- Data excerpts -
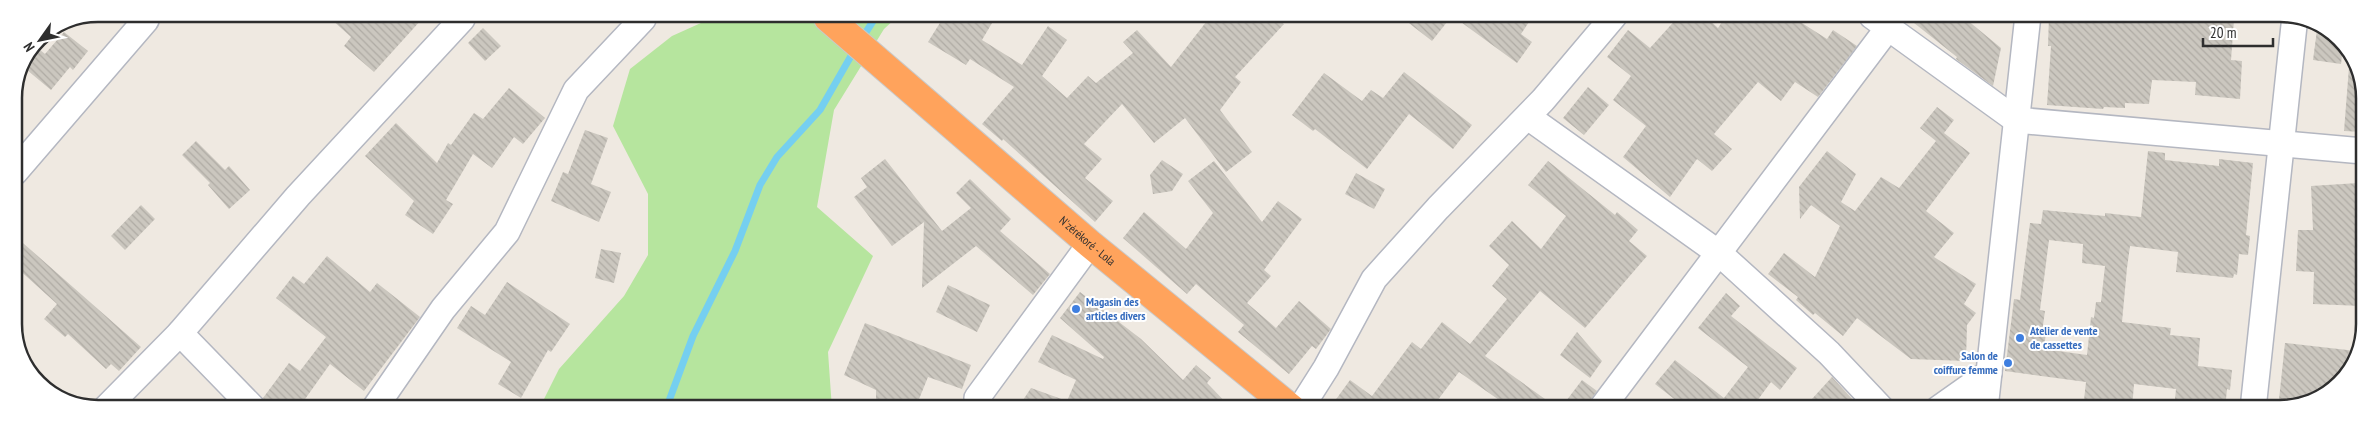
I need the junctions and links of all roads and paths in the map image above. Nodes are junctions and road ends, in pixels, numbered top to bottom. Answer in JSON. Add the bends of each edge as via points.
{"nodes":[{"id":1,"x":144,"y":22,"type":"edge"},
{"id":2,"x":459,"y":22,"type":"edge"},
{"id":3,"x":640,"y":22,"type":"edge"},
{"id":4,"x":1609,"y":22,"type":"edge"},
{"id":5,"x":1880,"y":22,"type":"edge"},
{"id":6,"x":2027,"y":22,"type":"edge"},
{"id":7,"x":2294,"y":24,"type":"edge"},
{"id":8,"x":837,"y":26,"type":"edge"},
{"id":9,"x":1528,"y":116,"type":"junction"},
{"id":10,"x":2016,"y":120,"type":"junction"},
{"id":11,"x":2280,"y":144,"type":"junction"},
{"id":12,"x":2356,"y":150,"type":"edge"},
{"id":13,"x":22,"y":164,"type":"edge"},
{"id":14,"x":1090,"y":244,"type":"junction"},
{"id":15,"x":1720,"y":254,"type":"junction"},
{"id":16,"x":180,"y":332,"type":"junction"},
{"id":17,"x":1988,"y":373,"type":"junction"},
{"id":18,"x":978,"y":398,"type":"dead end"},
{"id":19,"x":114,"y":400,"type":"edge"},
{"id":20,"x":246,"y":400,"type":"edge"},
{"id":21,"x":380,"y":400,"type":"edge"},
{"id":22,"x":1281,"y":400,"type":"edge"},
{"id":23,"x":1306,"y":400,"type":"edge"},
{"id":24,"x":1608,"y":400,"type":"edge"},
{"id":25,"x":1873,"y":400,"type":"edge"},
{"id":26,"x":1950,"y":400,"type":"edge"},
{"id":27,"x":1986,"y":400,"type":"edge"},
{"id":28,"x":2253,"y":400,"type":"edge"}],
"edges":[{"from":1,"to":13,"type":"street"},
{"from":2,"to":16,"type":"street","via":[[298,196]]},
{"from":3,"to":21,"type":"street","via":[[576,90],[507,232],[443,309]]},
{"from":4,"to":9,"type":"street"},
{"from":5,"to":10,"type":"street"},
{"from":5,"to":15,"type":"street"},
{"from":6,"to":10,"type":"street"},
{"from":7,"to":11,"type":"street"},
{"from":8,"to":14,"type":"highway","name":"N'zérékoré - Lola"},
{"from":9,"to":15,"type":"street"},
{"from":9,"to":23,"type":"street","via":[[1374,278]]},
{"from":10,"to":11,"type":"street"},
{"from":10,"to":17,"type":"street"},
{"from":11,"to":12,"type":"street"},
{"from":11,"to":28,"type":"street"},
{"from":14,"to":18,"type":"street"},
{"from":14,"to":22,"type":"highway","name":"N'zérékoré - Lola"},
{"from":15,"to":24,"type":"street"},
{"from":15,"to":25,"type":"street","via":[[1829,353]]},
{"from":16,"to":19,"type":"street"},
{"from":16,"to":20,"type":"street"},
{"from":17,"to":26,"type":"street"},
{"from":17,"to":27,"type":"street"}]}
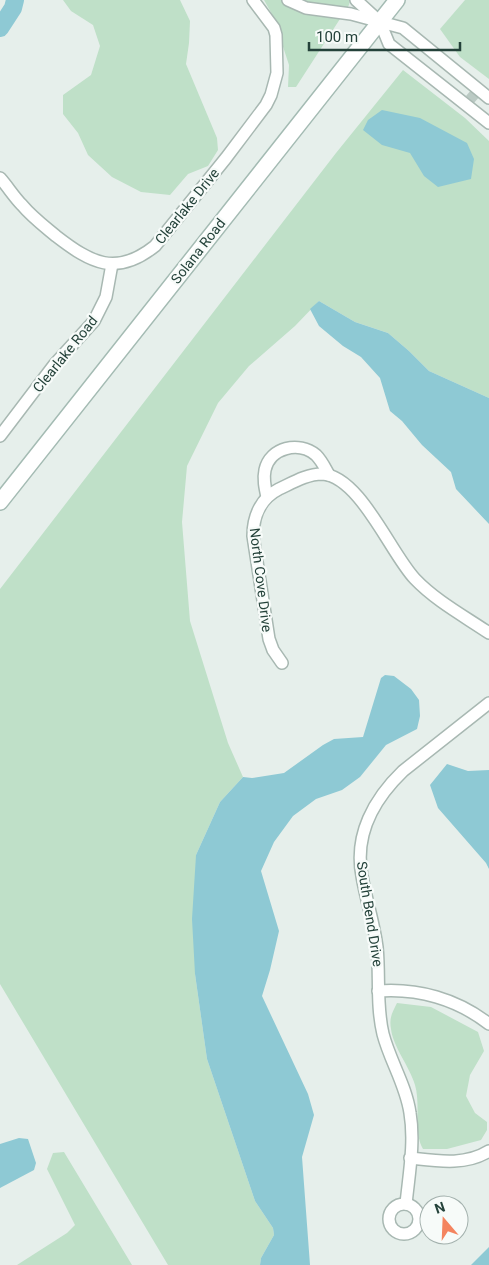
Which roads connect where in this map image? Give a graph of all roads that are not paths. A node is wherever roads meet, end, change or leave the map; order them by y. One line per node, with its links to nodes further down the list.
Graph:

- Task instructions -
Quote the data exactly, leaving every image out of the copy.

- Result of the exercise -
I need the junctions and links of all roads and paths in the map image above. Nodes are junctions and road ends, in pixels, numbered top to bottom. Answer in JSON. Add the bends of each edge as via points.
{"nodes":[{"id":1,"x":144,"y":22,"type":"edge"},
{"id":2,"x":459,"y":22,"type":"edge"},
{"id":3,"x":640,"y":22,"type":"edge"},
{"id":4,"x":1609,"y":22,"type":"edge"},
{"id":5,"x":1880,"y":22,"type":"edge"},
{"id":6,"x":2027,"y":22,"type":"edge"},
{"id":7,"x":2294,"y":24,"type":"edge"},
{"id":8,"x":837,"y":26,"type":"edge"},
{"id":9,"x":1528,"y":116,"type":"junction"},
{"id":10,"x":2016,"y":120,"type":"junction"},
{"id":11,"x":2280,"y":144,"type":"junction"},
{"id":12,"x":2356,"y":150,"type":"edge"},
{"id":13,"x":22,"y":164,"type":"edge"},
{"id":14,"x":1090,"y":244,"type":"junction"},
{"id":15,"x":1720,"y":254,"type":"junction"},
{"id":16,"x":180,"y":332,"type":"junction"},
{"id":17,"x":1988,"y":373,"type":"junction"},
{"id":18,"x":978,"y":398,"type":"dead end"},
{"id":19,"x":114,"y":400,"type":"edge"},
{"id":20,"x":246,"y":400,"type":"edge"},
{"id":21,"x":380,"y":400,"type":"edge"},
{"id":22,"x":1281,"y":400,"type":"edge"},
{"id":23,"x":1306,"y":400,"type":"edge"},
{"id":24,"x":1608,"y":400,"type":"edge"},
{"id":25,"x":1873,"y":400,"type":"edge"},
{"id":26,"x":1950,"y":400,"type":"edge"},
{"id":27,"x":1986,"y":400,"type":"edge"},
{"id":28,"x":2253,"y":400,"type":"edge"}],
"edges":[{"from":1,"to":13,"type":"street"},
{"from":2,"to":16,"type":"street","via":[[298,196]]},
{"from":3,"to":21,"type":"street","via":[[576,90],[507,232],[443,309]]},
{"from":4,"to":9,"type":"street"},
{"from":5,"to":10,"type":"street"},
{"from":5,"to":15,"type":"street"},
{"from":6,"to":10,"type":"street"},
{"from":7,"to":11,"type":"street"},
{"from":8,"to":14,"type":"highway","name":"N'zérékoré - Lola"},
{"from":9,"to":15,"type":"street"},
{"from":9,"to":23,"type":"street","via":[[1374,278]]},
{"from":10,"to":11,"type":"street"},
{"from":10,"to":17,"type":"street"},
{"from":11,"to":12,"type":"street"},
{"from":11,"to":28,"type":"street"},
{"from":14,"to":18,"type":"street"},
{"from":14,"to":22,"type":"highway","name":"N'zérékoré - Lola"},
{"from":15,"to":24,"type":"street"},
{"from":15,"to":25,"type":"street","via":[[1829,353]]},
{"from":16,"to":19,"type":"street"},
{"from":16,"to":20,"type":"street"},
{"from":17,"to":26,"type":"street"},
{"from":17,"to":27,"type":"street"}]}
Which roads connect where in this map image? Give a graph of all roads that are not paths. A node is wherever roads meet, end, change or leave the map; order them by y. One line per node, with its links to nodes further down the list.
Graph:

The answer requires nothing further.